"Sometimes when I'm empty, when words don't come,
when I find that I haven't written a single sentence after scribbling whole
pages, I collapse on my couch and lie there dazed, bogged in a swamp of despair
, hating myself and blaming myself for this demented pride that makes me pant
after a chimera. A quarter of an hour after, everything has changed, my heart
has pounding with joy."
Gustave
Flaubert
"Às vezes, quando estou vazio, quando as palavras
não vêm, quando eu acho que não escrevi uma única frase depois de rabiscar
páginas inteiras, desabo no meu sofá e deito-me atordoado, atolado num pântano
de desespero, me odiando e me culpando por esse orgulho demente que me faz
bocejar depois de uma quimera. Um quarto de hora depois, tudo mudou, meu coração
bate de alegria."
As palavras acima do escritor
Gustave Flaubert descrevem com precisão o estado de alma dos artistas quando
atravessam um momento de vazio criativo. Condição inerente a criação de
qualquer tipo de arte, o bloqueio criativo é a angustia maior de todos aqueles
que criam. Seja pintura, literatura, musica, dança ou todo processo que envolve
a criação de algo através da imaginação. O fantasma que habita a alma de cada artista.
Não importa qual o processo
criativo eleito, mesmo os mais racionais que trabalham a sua arte com
planos previamente organizados, sentem uma vez ou outra essa ausência de ideias
ou uma angustiante sensação de não conseguir organizar e por em pratica o que
se passa dentro da sua cabeça, no mundo da imaginação.
O grande mestre do cinema
Federico Fellini usou o bloqueio criativo como alavanca e motor para criar uma
de suas obras primas, Oito e Meio
(1963). O filme já tinha financiamento, elenco contratado e pasmem, nada de
roteiro. Fellini em meio ao caos e desespero de assumir a falta de ideias, teve
uma saída grandiosa, uma fresta se abriu ao mundo mágico da sua imaginação.
Usou a sua própria situação como matéria bruta para o desenvolvimento do
roteiro, que fala do personagem Guido Anselmi um famoso cineasta que se encontra
em plena crise criativa. O filme mistura o mundo onírico, fantástico e o mundo
real de Guido revelando os percalços pelos quais a mente criativa percorre nos
enviesados labirintos do território imaginativo e fantasioso dos artistas. A
dor e agonia pela qual os artistas e criadores passam vez ou outra. Mestre é mestre
e Fellini até mesmo na aridez mental conseguiu criar uma obra e tanto.
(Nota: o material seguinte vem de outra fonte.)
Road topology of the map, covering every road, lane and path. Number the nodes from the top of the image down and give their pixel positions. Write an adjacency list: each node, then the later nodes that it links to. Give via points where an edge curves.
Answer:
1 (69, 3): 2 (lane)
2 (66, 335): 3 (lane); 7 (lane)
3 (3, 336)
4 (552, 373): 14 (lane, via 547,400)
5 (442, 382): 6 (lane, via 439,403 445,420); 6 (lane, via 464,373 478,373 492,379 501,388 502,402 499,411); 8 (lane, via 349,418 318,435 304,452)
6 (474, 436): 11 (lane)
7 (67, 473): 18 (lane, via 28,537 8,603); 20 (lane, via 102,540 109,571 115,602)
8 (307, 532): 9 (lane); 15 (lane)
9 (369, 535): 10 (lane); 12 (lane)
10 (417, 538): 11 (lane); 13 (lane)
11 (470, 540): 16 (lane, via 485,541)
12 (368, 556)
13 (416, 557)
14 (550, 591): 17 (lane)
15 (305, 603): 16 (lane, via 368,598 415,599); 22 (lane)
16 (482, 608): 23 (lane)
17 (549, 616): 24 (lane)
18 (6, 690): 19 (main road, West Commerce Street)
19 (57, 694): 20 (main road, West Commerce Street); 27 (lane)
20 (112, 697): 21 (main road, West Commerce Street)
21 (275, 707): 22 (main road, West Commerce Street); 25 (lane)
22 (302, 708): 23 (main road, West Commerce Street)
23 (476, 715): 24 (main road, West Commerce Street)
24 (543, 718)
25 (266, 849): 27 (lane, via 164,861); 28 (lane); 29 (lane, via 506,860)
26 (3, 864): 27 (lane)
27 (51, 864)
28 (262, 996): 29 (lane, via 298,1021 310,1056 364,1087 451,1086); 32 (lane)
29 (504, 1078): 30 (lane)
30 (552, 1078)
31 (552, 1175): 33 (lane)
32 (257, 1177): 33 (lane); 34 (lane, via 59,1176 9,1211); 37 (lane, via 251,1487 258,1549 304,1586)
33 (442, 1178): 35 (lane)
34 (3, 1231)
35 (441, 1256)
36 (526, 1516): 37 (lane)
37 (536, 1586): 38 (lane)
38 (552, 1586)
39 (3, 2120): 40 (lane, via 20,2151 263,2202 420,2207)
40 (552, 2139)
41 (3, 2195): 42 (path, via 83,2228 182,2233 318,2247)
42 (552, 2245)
Wim Wenders, o cineasta alemão também falou sobre esse processo de criação no filme Asas do desejo (Wings of Desire, 1987).
O artista que vivia nos EUA a oito anos decide voltar a sua Berlim natal e fazer um filme sobre a cidade. Wenders nao tinha nenhuma intenção inicial de fazer um filme sobre anjos, impermanência e transitoriedade e eternidade. Ele conta que andava pelas ruas de Berlim a procura de ideias na esperança de que talvez a própria cidade lhe sugerisse algo com que pudesse desenvolver um dialogo e começar sua historia. Com um poema de Rainier Marie Rilke na cabeça (sobre anjos), a percepção de varias imagens de anjos espalhadas pela paisagem urbana de Berlim, o céu da cidade sempre como elemento constante de suas buscas, ele vai aos poucos juntando as peças de seu quebra cabeça.
O tempo e os personagens se misturam e nao há uma ordem linear e ordenada de sequencia. O filme revela sutilmente esse desordenado e complexo processo pelo qual o artista encontra um modo de expressar suas ideias.
O processo criativo em si
mesmo é um caminho tortuoso - doloroso muitas
vezes, porque lida com emocoes em seu estado bruto e esta além do controle intelectual. O artista tem o controle sobre as técnicas utilizadas, a tecnologia e os instrumentos que ele domina. Mas o processo em si é como uma viagem ao desconhecido. Ao longo da jornada imprevistos acontecem e o resultado final sempre 'e muito maior que a soma de todas as partes - "ate certo ponto" imprevisível. O artista trabalha com uma forca desconhecida e fragmentada para ele. As informações objetivas de que ele dispõe sao perpassadas pela soma de todas as suas vivencias, experiências, pensamentos e
sentimentos entrelaçados entre si. Na verdade são como inúmeros pontos
dispersos num campo aberto mas de alguma maneira conectados entre si. Encontrar essa conexão,
dar liga aos elementos diversos que os compõe é a natureza intrínseca da
criação de toda obra de arte. O mundo imaginativo dos artistas é um campo abstrato, amplo e complexo, indefinido por
natureza. Acessar esse campo, arranjar e articular seus conteúdos é
a tarefa do artista. De modo que façam
algum sentido, simbólico, intelectual, espiritual ou seja lá o que for.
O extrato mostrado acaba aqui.